Updates will return tomorrow….just need some decompression…..
This post will not make me many friends….but I have never been one that held my tongue or my pen.
The world is in admiration of the Ukrainian president, Zelensky, thanks mainly to the PR campaign by the media.
But sadly the American public is fickle and the interest seems to be waning…..after a month of yippee skippy and all the chest thumping….the rest of the story needs to come out.
After a month of war in Ukraine and the invasion of the forces of Vlad the Invader and the news is always dire for Russia and glowing for the forces of Ukraine and Zelensky.
Since my return from Vietnam I have studied conflicts around the world and I can tell you that the media is not giving the entire picture for they deal with emotions and not actual facts…..
So when I read the news of the conflict in Ukraine I am always trying to make sense to the fighting…..there is always more to a story than the media’s version…..and the same with the Ukrainian conflict.
The question now is just what went wrong that would lead to the death and destruction that is being inflicted on Ukraine.
Where did all this begin….well the Smithsonian takes a look…..
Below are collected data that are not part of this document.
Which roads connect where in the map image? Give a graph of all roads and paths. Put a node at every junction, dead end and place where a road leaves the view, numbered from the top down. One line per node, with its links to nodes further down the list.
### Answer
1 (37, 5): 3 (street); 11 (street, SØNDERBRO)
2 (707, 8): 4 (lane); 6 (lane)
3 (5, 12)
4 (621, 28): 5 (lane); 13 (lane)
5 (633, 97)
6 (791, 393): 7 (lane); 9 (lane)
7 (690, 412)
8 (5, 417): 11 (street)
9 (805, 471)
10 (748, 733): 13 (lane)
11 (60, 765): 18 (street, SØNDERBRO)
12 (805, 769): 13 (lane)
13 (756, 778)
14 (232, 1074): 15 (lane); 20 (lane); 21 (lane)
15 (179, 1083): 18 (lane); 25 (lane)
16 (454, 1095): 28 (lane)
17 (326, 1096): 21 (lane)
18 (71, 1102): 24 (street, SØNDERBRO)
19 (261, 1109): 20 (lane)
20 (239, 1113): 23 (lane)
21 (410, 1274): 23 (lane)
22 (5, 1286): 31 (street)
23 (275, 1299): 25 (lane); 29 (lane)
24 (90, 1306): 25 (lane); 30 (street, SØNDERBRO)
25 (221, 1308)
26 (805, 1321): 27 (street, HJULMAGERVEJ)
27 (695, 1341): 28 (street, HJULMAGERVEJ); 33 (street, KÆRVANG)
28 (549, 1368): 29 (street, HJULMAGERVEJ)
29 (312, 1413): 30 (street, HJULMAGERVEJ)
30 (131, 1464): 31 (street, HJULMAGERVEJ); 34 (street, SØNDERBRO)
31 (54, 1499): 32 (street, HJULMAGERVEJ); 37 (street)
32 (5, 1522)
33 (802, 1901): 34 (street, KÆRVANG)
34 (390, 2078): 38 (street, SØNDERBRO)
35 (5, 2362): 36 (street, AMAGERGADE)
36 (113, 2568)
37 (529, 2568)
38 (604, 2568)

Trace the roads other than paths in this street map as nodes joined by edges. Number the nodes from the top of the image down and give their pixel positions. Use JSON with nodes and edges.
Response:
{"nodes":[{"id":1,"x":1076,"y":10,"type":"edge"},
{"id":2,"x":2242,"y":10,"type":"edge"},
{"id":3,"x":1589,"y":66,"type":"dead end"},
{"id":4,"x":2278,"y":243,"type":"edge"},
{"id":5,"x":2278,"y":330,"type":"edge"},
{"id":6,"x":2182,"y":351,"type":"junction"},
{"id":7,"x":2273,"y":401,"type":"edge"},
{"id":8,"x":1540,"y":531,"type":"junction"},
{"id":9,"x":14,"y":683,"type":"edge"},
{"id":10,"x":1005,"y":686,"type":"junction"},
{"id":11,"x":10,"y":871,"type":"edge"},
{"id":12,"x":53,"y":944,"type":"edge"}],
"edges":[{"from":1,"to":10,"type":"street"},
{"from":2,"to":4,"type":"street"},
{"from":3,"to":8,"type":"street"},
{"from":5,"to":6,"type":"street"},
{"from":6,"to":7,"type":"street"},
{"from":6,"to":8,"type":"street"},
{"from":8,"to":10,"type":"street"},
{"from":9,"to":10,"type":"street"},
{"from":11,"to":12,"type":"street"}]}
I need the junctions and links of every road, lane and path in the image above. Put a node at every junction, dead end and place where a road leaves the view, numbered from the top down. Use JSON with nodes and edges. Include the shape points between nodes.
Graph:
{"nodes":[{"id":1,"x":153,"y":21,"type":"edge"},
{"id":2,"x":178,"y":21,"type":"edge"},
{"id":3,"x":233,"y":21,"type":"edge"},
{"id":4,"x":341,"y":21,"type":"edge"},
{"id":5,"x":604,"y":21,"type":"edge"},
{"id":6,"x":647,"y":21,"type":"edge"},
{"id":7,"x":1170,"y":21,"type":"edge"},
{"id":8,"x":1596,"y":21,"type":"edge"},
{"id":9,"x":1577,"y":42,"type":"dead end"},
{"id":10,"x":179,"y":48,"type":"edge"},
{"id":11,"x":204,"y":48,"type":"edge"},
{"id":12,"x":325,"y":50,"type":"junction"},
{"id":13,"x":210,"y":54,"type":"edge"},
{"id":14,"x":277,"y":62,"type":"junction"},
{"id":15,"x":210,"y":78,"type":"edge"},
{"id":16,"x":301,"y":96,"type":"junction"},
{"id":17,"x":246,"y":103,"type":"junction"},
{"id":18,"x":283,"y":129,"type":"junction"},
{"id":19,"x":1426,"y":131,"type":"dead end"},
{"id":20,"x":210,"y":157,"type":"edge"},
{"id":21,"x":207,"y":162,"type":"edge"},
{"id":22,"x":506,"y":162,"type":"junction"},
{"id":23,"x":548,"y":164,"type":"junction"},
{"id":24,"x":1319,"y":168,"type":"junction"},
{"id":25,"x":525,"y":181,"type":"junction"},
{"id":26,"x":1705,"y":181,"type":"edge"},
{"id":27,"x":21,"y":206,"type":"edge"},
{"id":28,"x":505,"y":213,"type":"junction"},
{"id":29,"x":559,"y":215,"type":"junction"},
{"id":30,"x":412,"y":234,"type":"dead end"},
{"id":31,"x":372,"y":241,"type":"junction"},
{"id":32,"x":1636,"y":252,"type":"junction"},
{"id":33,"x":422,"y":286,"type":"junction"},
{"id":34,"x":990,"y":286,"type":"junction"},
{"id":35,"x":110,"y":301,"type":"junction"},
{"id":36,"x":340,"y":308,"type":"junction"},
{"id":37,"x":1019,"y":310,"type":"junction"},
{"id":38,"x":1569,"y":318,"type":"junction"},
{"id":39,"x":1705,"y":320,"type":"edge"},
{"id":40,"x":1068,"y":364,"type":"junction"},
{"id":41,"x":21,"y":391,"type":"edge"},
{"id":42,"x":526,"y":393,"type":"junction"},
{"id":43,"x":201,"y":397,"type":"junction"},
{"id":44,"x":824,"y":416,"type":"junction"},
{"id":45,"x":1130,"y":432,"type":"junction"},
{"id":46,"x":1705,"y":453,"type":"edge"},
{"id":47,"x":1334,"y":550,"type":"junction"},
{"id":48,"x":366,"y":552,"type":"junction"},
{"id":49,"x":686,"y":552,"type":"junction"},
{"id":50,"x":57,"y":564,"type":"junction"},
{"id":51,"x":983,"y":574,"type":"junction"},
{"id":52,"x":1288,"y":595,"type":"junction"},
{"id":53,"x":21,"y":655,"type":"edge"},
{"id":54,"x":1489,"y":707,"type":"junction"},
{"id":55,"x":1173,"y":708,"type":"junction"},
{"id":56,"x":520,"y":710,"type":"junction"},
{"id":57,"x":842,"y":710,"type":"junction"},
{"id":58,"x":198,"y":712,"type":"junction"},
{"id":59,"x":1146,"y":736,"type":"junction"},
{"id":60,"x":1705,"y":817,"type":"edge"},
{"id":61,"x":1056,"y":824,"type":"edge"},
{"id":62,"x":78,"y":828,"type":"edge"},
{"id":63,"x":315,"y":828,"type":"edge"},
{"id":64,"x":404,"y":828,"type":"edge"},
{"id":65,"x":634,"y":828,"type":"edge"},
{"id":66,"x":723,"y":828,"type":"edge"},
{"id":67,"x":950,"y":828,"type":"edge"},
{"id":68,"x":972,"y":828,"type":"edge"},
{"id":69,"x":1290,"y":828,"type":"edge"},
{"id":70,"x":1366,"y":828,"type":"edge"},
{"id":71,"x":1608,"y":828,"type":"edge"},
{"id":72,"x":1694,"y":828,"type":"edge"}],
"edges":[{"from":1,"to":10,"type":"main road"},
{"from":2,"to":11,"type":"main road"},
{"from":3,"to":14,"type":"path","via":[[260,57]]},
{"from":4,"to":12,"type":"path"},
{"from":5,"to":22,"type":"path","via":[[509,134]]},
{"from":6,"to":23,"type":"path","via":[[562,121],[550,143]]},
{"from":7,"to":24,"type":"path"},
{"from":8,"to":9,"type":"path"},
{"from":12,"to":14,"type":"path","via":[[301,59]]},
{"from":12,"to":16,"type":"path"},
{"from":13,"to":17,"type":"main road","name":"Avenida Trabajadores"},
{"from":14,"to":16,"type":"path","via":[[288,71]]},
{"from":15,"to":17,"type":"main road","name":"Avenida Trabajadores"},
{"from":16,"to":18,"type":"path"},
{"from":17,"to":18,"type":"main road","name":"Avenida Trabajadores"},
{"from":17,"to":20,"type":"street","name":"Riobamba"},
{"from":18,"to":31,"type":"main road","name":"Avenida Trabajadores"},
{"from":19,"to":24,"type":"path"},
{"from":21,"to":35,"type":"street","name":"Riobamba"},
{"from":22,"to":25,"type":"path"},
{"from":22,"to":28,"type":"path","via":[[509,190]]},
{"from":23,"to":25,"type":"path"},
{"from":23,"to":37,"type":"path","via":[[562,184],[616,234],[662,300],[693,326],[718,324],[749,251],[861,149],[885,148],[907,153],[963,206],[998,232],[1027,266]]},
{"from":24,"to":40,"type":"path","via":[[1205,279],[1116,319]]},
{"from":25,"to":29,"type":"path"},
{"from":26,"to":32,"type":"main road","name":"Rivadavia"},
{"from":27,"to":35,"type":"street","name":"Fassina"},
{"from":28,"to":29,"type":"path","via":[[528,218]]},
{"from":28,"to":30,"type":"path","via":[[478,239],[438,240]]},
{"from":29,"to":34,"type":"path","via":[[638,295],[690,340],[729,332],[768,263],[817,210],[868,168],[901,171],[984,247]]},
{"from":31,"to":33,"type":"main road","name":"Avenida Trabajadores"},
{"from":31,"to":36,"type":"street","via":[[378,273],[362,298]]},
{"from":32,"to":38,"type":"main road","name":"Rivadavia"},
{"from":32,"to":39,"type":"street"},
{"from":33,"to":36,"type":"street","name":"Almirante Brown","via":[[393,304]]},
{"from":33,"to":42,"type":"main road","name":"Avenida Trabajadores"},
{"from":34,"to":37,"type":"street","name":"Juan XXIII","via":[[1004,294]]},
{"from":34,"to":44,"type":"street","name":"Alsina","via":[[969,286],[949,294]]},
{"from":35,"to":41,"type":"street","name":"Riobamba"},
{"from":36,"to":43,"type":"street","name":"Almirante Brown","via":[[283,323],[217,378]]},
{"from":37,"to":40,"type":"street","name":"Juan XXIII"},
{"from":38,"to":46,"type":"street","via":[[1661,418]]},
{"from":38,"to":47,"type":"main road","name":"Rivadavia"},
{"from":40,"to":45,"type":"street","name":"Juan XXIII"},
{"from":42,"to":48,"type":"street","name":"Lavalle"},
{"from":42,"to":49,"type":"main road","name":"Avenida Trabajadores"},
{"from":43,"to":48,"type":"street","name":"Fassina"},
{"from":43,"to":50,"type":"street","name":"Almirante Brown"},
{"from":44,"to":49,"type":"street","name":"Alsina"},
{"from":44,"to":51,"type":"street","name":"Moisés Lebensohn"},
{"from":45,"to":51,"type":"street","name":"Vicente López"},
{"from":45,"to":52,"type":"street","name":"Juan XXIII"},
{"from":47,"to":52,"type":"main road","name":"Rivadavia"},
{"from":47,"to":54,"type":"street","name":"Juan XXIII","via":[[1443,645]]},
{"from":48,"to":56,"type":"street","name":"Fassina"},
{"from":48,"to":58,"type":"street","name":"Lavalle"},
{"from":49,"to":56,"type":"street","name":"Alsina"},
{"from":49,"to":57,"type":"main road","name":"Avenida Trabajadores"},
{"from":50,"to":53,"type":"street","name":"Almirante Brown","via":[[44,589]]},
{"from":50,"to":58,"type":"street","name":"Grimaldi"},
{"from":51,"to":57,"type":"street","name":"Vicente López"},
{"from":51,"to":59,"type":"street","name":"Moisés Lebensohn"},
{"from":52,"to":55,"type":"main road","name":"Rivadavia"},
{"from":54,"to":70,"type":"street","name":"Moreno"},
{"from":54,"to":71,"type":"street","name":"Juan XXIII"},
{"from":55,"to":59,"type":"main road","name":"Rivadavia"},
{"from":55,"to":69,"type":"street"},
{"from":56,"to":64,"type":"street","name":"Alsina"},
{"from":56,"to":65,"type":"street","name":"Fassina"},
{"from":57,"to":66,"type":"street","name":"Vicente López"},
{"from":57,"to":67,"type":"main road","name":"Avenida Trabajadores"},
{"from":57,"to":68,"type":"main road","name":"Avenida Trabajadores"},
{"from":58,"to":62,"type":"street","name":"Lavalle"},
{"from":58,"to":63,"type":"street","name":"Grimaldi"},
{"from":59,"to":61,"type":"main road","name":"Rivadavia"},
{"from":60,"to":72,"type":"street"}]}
Over the centuries, the Russian and Austro-Hungarian Empires, Poland, and Lithuania have all wielded jurisdiction over Ukraine, which first asserted its modern independence in 1917, with the formation of the Ukrainian People’s Republic. Russia soon wrested back control of Ukraine, making it part of the newly established Soviet Union and retaining power in the region until World War II, when Germany invaded. The debate over how to remember this wartime history, as well as its implications for Ukrainian nationalism and independence, is key to understanding the current conflict.
In Putin’s telling, the modern Ukrainian independence movement began not in 1917 but during World War II. Under the German occupation of Ukraine, between 1941 and 1944, some Ukrainian independence fighters aligned themselves with the Nazis, whom they viewed as saviors from Soviet oppression. Putin has drawn on this period in history to portray any Ukrainian push for sovereignty as a Nazi endeavor, says Markian Dobczansky, a historian at Harvard University’s Ukrainian Research Institute. “It’s really just a stunningly cynical attempt to fight an information war and influence people’s opinions,” he adds.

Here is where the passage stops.